La primavera è verde, fresca e piacevole per camminare.
L’estate può essere una buona pausa nell’entroterra quando sulla costa fa molto caldo.
L’autunno è forse la stagione più suggestiva, con castagne, funghi, luce più morbida e il profumo del legno che torna nel borgo.
L’inverno è quieto, a volte molto quieto, ma ha un suo fascino se amate il silenzio, le strade in pietra e i luoghi che non recitano troppo per chi li visita.
Per chi soggiorna all’Oasi a Levanto fuori stagione, Varese Ligure è una bella idea per una giornata diversa, senza allontanarsi troppo.
Qualche consiglio pratico
Indossate scarpe comode, perché il borgo è piccolo ma in diversi punti ha pavimentazione in pietra.
Portate una giacca leggera, soprattutto fuori dall’estate. Nell’entroterra il clima può essere diverso rispetto a Levanto.
Controllate gli orari di ristoranti e botteghe prima di partire, specialmente in bassa stagione.
Andate in auto se possibile, perché i collegamenti pubblici da Levanto non sono i più comodi per una gita flessibile.
Non aspettatevi un borgo turistico e animato a ogni ora. Varese Ligure è tranquillo, e proprio questa è una parte importante del suo fascino.
Lasciate un po’ di tempo per camminare senza un programma troppo rigido.
Soggiornare a Levanto e scoprire l’entroterra
Uno dei piaceri di soggiornare a Levanto è poter combinare paesaggi molto diversi.
Un giorno potete prendere il treno per le Cinque Terre. Un altro giorno potete camminare sul lungomare, pedalare verso Bonassola e Framura, oppure esplorare in auto le valli dell’entroterra.
Varese Ligure è perfetta per questo tipo di viaggio. Aiuta a costruire un’idea più ampia della Liguria: non solo scogliere e spiagge, ma anche vallate, borghi medievali, agricoltura biologica, artigianato e tradizioni gastronomiche che appartengono tanto alla montagna quanto alla costa.

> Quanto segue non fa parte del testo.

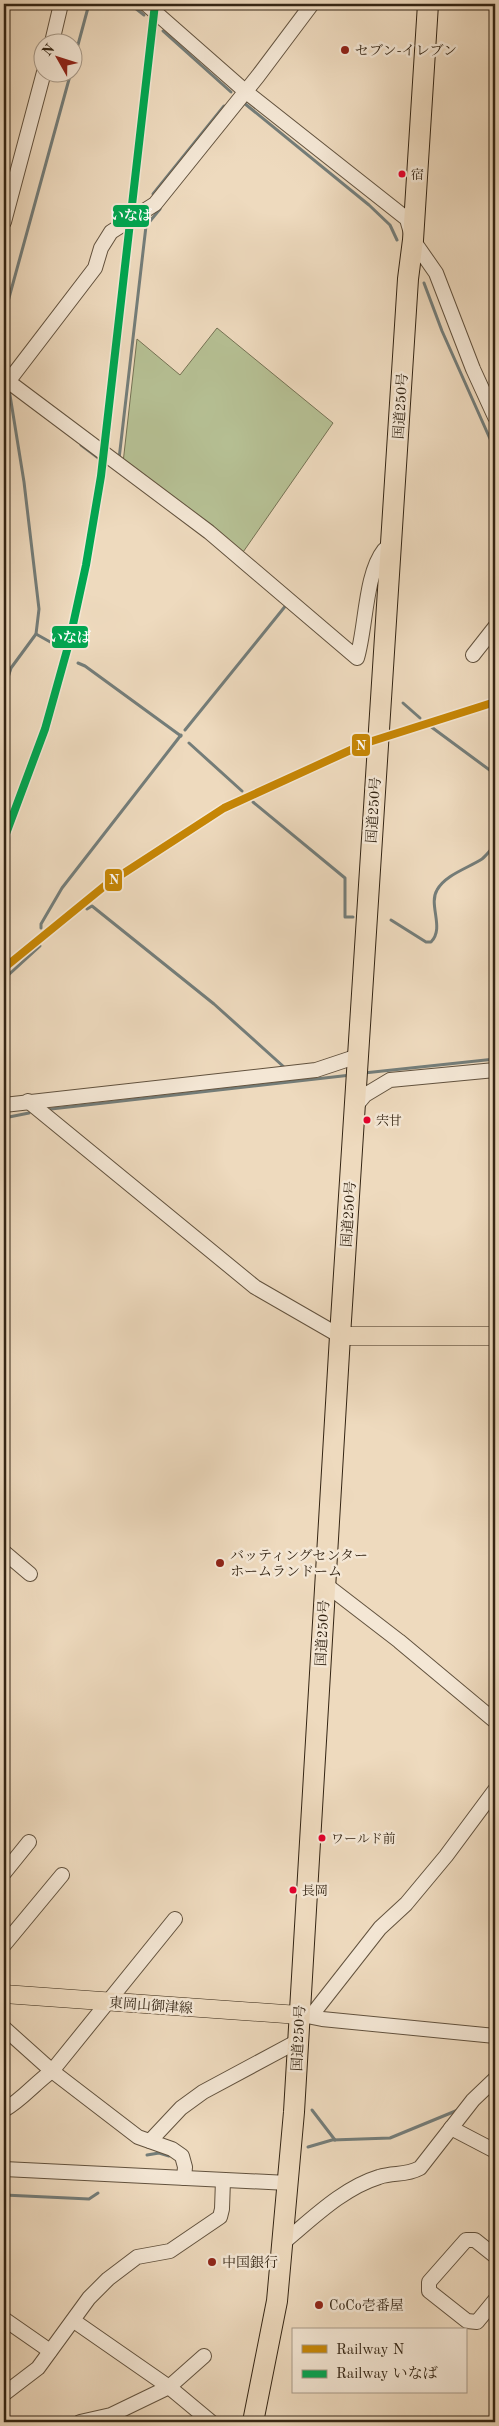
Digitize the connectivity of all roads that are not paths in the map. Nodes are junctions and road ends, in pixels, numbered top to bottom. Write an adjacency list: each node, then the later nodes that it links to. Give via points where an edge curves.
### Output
1 (61, 4): 5 (street)
2 (146, 4): 7 (street)
3 (312, 4): 7 (street)
4 (428, 4): 9 (highway, 国道250号)
5 (54, 32)
6 (41, 82): 8 (street)
7 (245, 91): 9 (street, via 407,219); 12 (street, via 155,204 111,232 101,248 95,268)
8 (4, 222)
9 (413, 240): 10 (street); 11 (highway, 国道250号)
10 (436, 273): 11 (street, via 415,271); 13 (street)
11 (408, 280): 14 (highway, 国道250号)
12 (6, 384): 14 (street, via 209,532 357,658 378,558 384,550)
13 (495, 417)
14 (391, 549): 17 (highway, 国道250号)
15 (495, 627): 16 (street)
16 (473, 655)
17 (357, 1067): 19 (street); 21 (highway, 国道250号)
18 (495, 1070): 21 (street, via 390,1080 365,1095)
19 (28, 1101): 20 (street); 22 (street, via 255,1287)
20 (4, 1105)
21 (355, 1106): 22 (highway, 国道250号)
22 (340, 1336): 23 (main road); 26 (highway, 国道250号)
23 (495, 1336)
24 (4, 1552): 25 (street)
25 (30, 1574)
26 (325, 1584): 27 (street); 36 (highway, 国道250号)
27 (495, 1722)
28 (495, 1790): 36 (street, via 406,1904 380,1928)
29 (29, 1842): 30 (street)
30 (4, 1873)
31 (62, 1875): 33 (street)
32 (175, 1918): 35 (street)
33 (4, 1945)
34 (4, 1994): 35 (main road, 東岡山御津線)
35 (107, 2002): 36 (main road, 東岡山御津線); 40 (street)
36 (305, 2015): 38 (street); 39 (highway, 国道250号)
37 (4, 2028): 40 (street)
38 (495, 2036)
39 (298, 2041): 44 (street, via 203,2092 181,2108); 49 (highway, 国道250号)
40 (52, 2071): 42 (street, via 23,2098); 44 (street, via 138,2137)
41 (495, 2079): 43 (street)
42 (4, 2110)
43 (451, 2128): 45 (street); 50 (street, via 420,2168 408,2174 380,2176 350,2190)
44 (150, 2141): 47 (street, via 182,2156)
45 (495, 2151)
46 (4, 2169): 47 (street)
47 (184, 2178): 48 (street)
48 (223, 2180): 49 (street); 54 (street, via 220,2216 170,2251 138,2257 89,2298)
49 (288, 2183): 50 (highway, 国道250号)
50 (292, 2235): 61 (highway, 国道250号)
51 (494, 2252): 52 (street, via 475,2240 466,2240 429,2282 429,2291 467,2321 477,2322)
52 (495, 2300)
53 (4, 2318): 55 (street)
54 (74, 2321): 55 (street); 57 (street)
55 (50, 2351): 58 (street, via 38,2368)
56 (204, 2356): 57 (street)
57 (169, 2387): 59 (street, via 112,2415); 60 (street)
58 (4, 2394)
59 (80, 2422)
60 (211, 2422)
61 (253, 2422)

Dopo una giornata nel Borgo Rotondo, tornare a Levanto per una serata al mare è ancora più bello.
FAQ
Dove si trova Varese Ligure?
Varese Ligure si trova nell’alta Val di Vara, in provincia della Spezia, nell’entroterra ligure. È circondata da colline, boschi e paesaggi rurali.
Quanto dista Varese Ligure da Levanto?
Varese Ligure dista circa 36 chilometri da Levanto su strada. Il viaggio in auto richiede di solito circa 40 minuti, secondo il traffico e l’itinerario scelto.
Vale la pena visitare Varese Ligure da Levanto?
Sì. Varese Ligure è una bella gita da Levanto se volete scoprire il lato più interno della Liguria, con un borgo medievale ben conservato, botteghe artigiane, cucina locale e un’atmosfera più tranquilla rispetto alla costa.
Perché Varese Ligure si chiama Borgo Rotondo?
Varese Ligure è chiamata Borgo Rotondo per la forma ellittica del suo centro storico, progettato nel Medioevo sotto la famiglia Fieschi.
Varese Ligure fa parte dei Borghi più belli d’Italia?
Sì. Varese Ligure fa parte de I Borghi più belli d’Italia e ha ricevuto anche la Bandiera Arancione del Touring Club Italiano.
Che cos’è la Valle del Biologico?
La Valle del Biologico è la Val di Vara, un’area dell’entroterra ligure conosciuta per agricoltura biologica, produzioni locali, allevamento, paesaggi rurali e attenzione alla sostenibilità ambientale.
Cosa vedere a Varese Ligure?
Le cose principali da vedere sono il Borgo Rotondo, il Castello dei Fieschi, Palazzo Ferrari, il Ponte di Grecino, le vie del centro storico, i portici e le botteghe artigiane.
Cosa sono i croxetti?
I croxetti, o corzetti, sono piccoli dischi di pasta fresca ligure decorati con stampi in legno. Sono tipici della zona e vengono serviti spesso con pesto, ragù o salsa di pinoli.
Si può raggiungere Varese Ligure con i mezzi pubblici da Levanto?
È possibile, ma non è molto comodo per una gita rilassata, perché richiede collegamenti in autobus e tempi più lunghi. In auto la visita è molto più semplice da organizzare.
Quanto tempo serve per visitare Varese Ligure?
Per una visita essenziale bastano due o tre ore. Per una gita più piacevole da Levanto, meglio prevedere mezza giornata o una giornata intera, soprattutto se volete pranzare, visitare le botteghe e scoprire con calma la Val di Vara.